- Born: March 30, 2001
- Origin: Darien, Connecticut
- Genres: Pop, Alt pop
- Occupations: Singer, songwriter
- Instruments: Vocals, piano
- Years active: 2018–present
- Website: taylorfelt.com

= Taylor Felt =

Taylor Felt (born March 30, 2001) is an American singer-songwriter. She rose to prominence on social media through her #MashupMonday videos and was one of TikTok's first official music ambassadors.

== Life and career ==
Taylor Felt was born on March 30, 2001, in Darien, Connecticut, to Christine and Kenneth Felt, operators of East Coast Irrigation. She has three younger brothers: KC, a visual effects producer who was worked with musician Machine Gun Kelly, Hunter, and Ryan. She started singing on her mother's karaoke machine at the age of two, began acting and voice lessons at the age of seven, took up piano lessons at the age of eight, and uploaded her first YouTube video at the age of nine. By the age of 11, she had written seven songs and won a spot in the Darien Young Composers competition with an original song.

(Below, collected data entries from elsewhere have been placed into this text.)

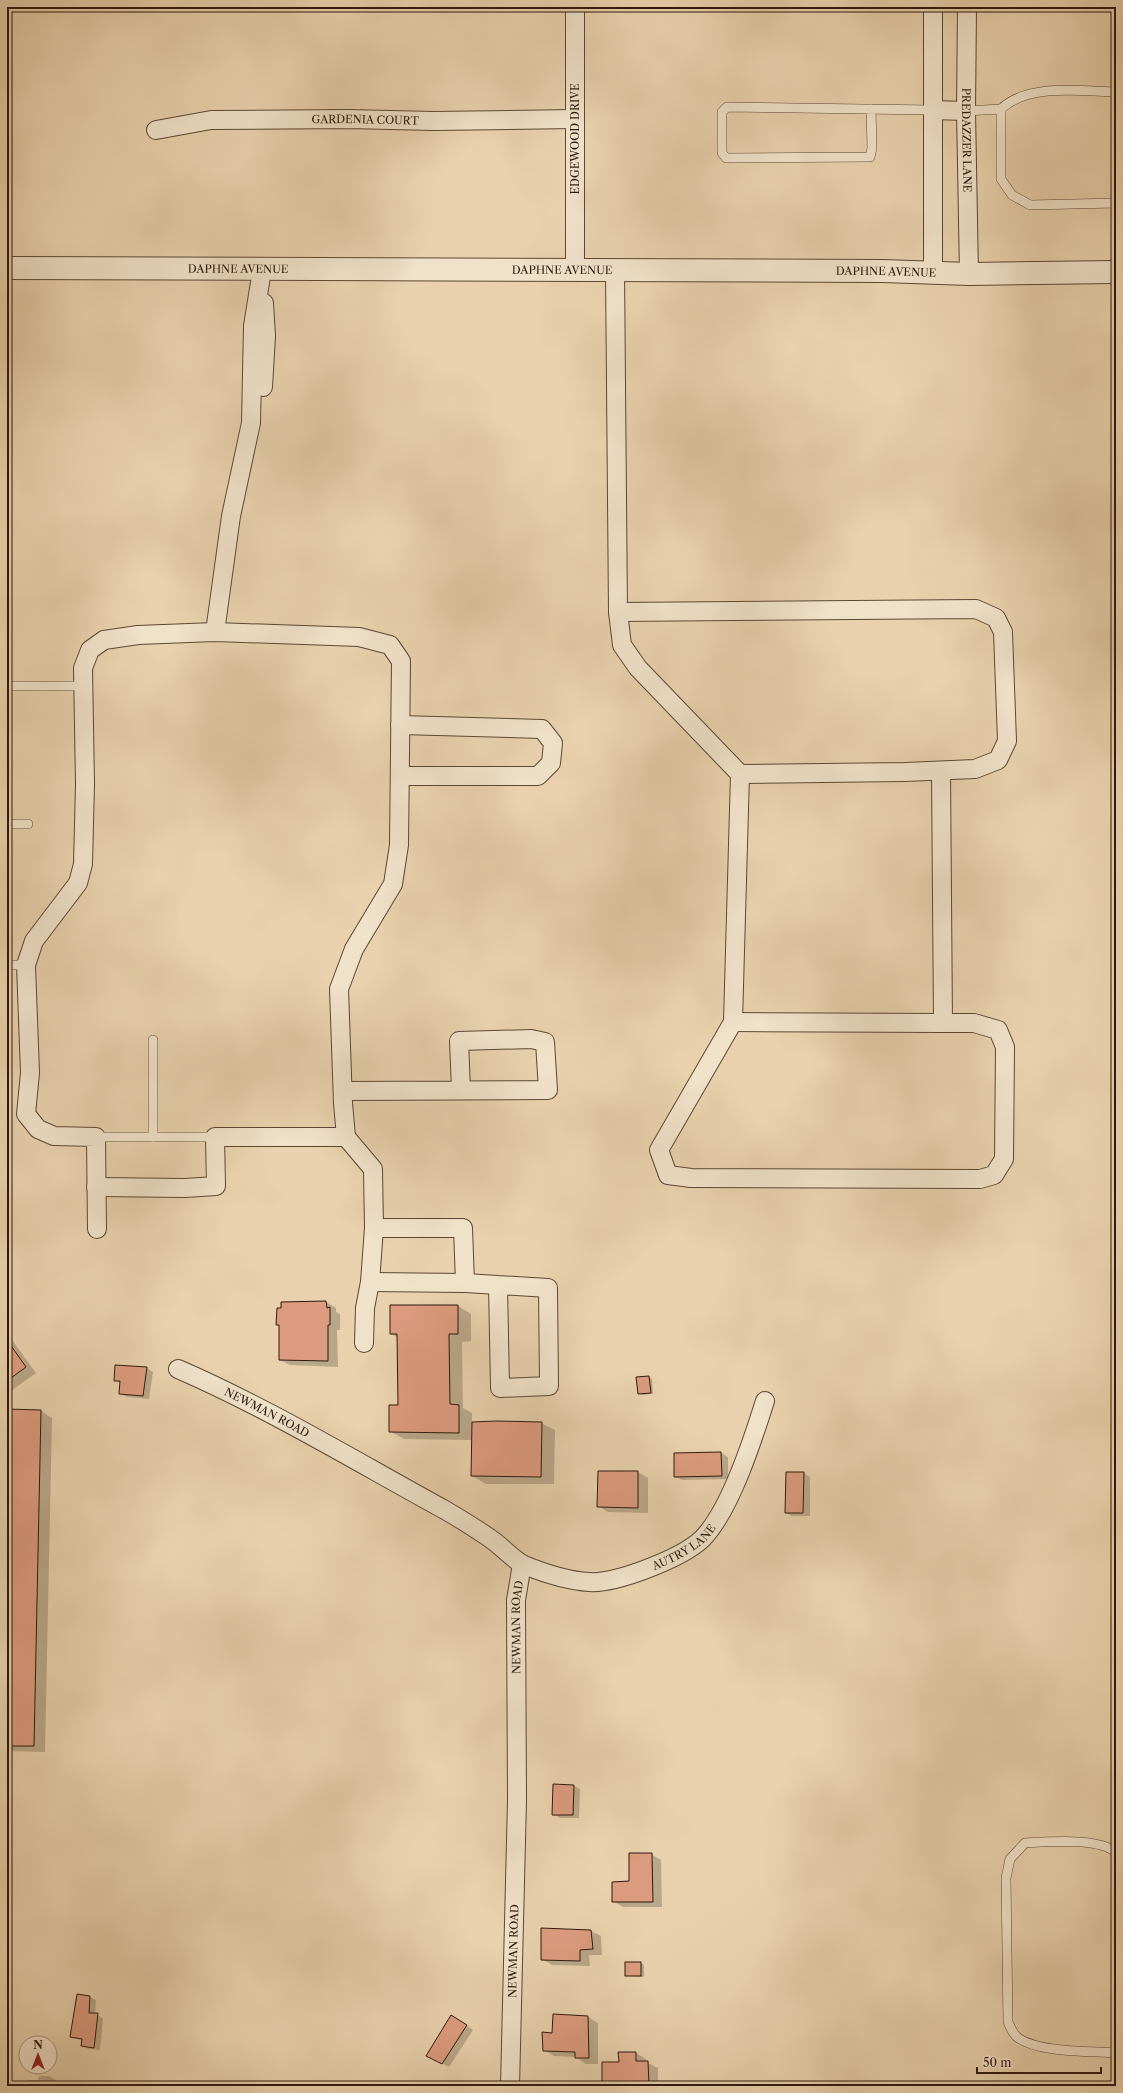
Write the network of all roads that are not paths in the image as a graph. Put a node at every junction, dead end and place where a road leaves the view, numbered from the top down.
1 (575, 7) edge
2 (933, 7) edge
3 (967, 7) edge
4 (1116, 92) edge
5 (871, 109) junction
6 (1001, 109) junction
7 (932, 110) junction
8 (966, 111) junction
9 (574, 119) junction
10 (156, 130) dead end
11 (1116, 203) edge
12 (7, 268) edge
13 (262, 270) junction
14 (575, 270) junction
15 (615, 270) junction
16 (933, 272) junction
17 (1116, 272) edge
18 (969, 274) junction
19 (618, 612) junction
20 (215, 632) junction
21 (7, 686) edge
22 (82, 686) junction
23 (400, 726) junction
24 (940, 771) junction
25 (740, 774) junction
26 (400, 776) junction
27 (7, 824) edge
28 (28, 824) dead end
29 (7, 965) edge
30 (26, 965) junction
31 (733, 1022) junction
32 (943, 1023) junction
33 (152, 1040) dead end
34 (461, 1090) junction
35 (343, 1091) junction
36 (96, 1137) junction
37 (153, 1137) junction
38 (215, 1137) junction
39 (346, 1137) junction
40 (96, 1187) junction
41 (374, 1228) junction
42 (97, 1229) dead end
43 (370, 1282) junction
44 (465, 1283) junction
45 (498, 1286) junction
46 (364, 1343) dead end
47 (178, 1369) dead end
48 (765, 1401) dead end
49 (522, 1564) junction
50 (1116, 1852) edge
51 (1116, 2053) edge
52 (510, 2086) edge

1 - 9 street, EDGEWOOD DRIVE
2 - 7 street
3 - 8 street, PREDAZZER LANE
4 - 6 lane
5 - 5 lane
5 - 7 lane
6 - 8 lane
6 - 11 lane
7 - 8 street
7 - 16 street
8 - 18 street, PREDAZZER LANE
9 - 10 street, GARDENIA COURT
9 - 14 street, EDGEWOOD DRIVE
12 - 13 street, DAPHNE AVENUE
13 - 14 street, DAPHNE AVENUE
13 - 20 street
14 - 15 street, DAPHNE AVENUE
15 - 16 street, DAPHNE AVENUE
15 - 19 street
16 - 18 street, DAPHNE AVENUE
17 - 18 street, DAPHNE AVENUE
19 - 24 street
19 - 25 street
20 - 22 street
20 - 23 street
21 - 22 lane
22 - 30 street
23 - 26 street
23 - 26 street
24 - 25 street
24 - 32 street
25 - 31 street
26 - 35 street
27 - 28 lane
29 - 30 lane
30 - 36 street
31 - 32 street
31 - 32 street
33 - 37 lane
34 - 34 street
34 - 35 street
35 - 39 street
36 - 37 lane
36 - 40 street
37 - 38 lane
38 - 39 street
38 - 40 street
39 - 41 street
40 - 42 street
41 - 43 street
41 - 44 street
43 - 44 street
43 - 46 street
44 - 45 street
45 - 45 street
47 - 49 street, NEWMAN ROAD
48 - 49 street, AUTRY LANE
49 - 52 street, NEWMAN ROAD
50 - 51 lane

From eighth grade onward, Felt was homeschooled to focus on her music career, which included regularly traveling to New York City for auditions on Broadway, on Disney, and on Nickelodeon. She obtained a two-hour show at The Bijou Theatre in Bridgeport at the age of 14. When she was 15 years old, her vocal and piano act won first place in the children's division of Darien's Got Talent, which was judged by prominent music industry figures such as the vice president of Columbia Records/Sony Music and the producer of the Broadway musical Kinky Boots. That same year, her original song "Human Beings" was featured in Girls' Life magazine. By 2018, she had recorded two songs, "Touch the Sky" and "Done with It", with producer NYMZ and garnered 200,000 followers on social media through her weekly #MashupMonday videos. At the age of 19, she moved to Los Angeles with her brother KC to pursue her music career.

Just before the COVID-19 pandemic started in 2020, Felt sang the national anthem at a Los Angeles Lakers game. That same year, she reached 2.8 million followers on TikTok and became one of TikTok's first official music ambassadors. On May 21, 2021, she released her first solo single, "Once in a Blue Moon", which she has described as being about "just letting your hair down, getting into your zone, and doing something once in a blue moon". In August 2023, she released the first song off her debut EP, "Days Like This", which was featured in Apple Music’s “Best New Songs” section. A month later, she participated in an episode of iHeart Radio's KIIS-FM. The next two singles off her EP, "Mirror Mirror" and "I Wish U Would Cheat", came out in 2024. On June 6, 2024, she released her debut EP, Dead Flowers, receiving 250,000 streams within its first month.

In February 2025, Felt released "Not Gonna Wait", which she described as "a final goodbye to that heartache" on Dead Flowers. "I Hope U Heal", a tribute to her mother's cancer battles and struggles with knee surgery, came out in April 2025. In August 2025, she sang the national anthem at a Connecticut Sun game.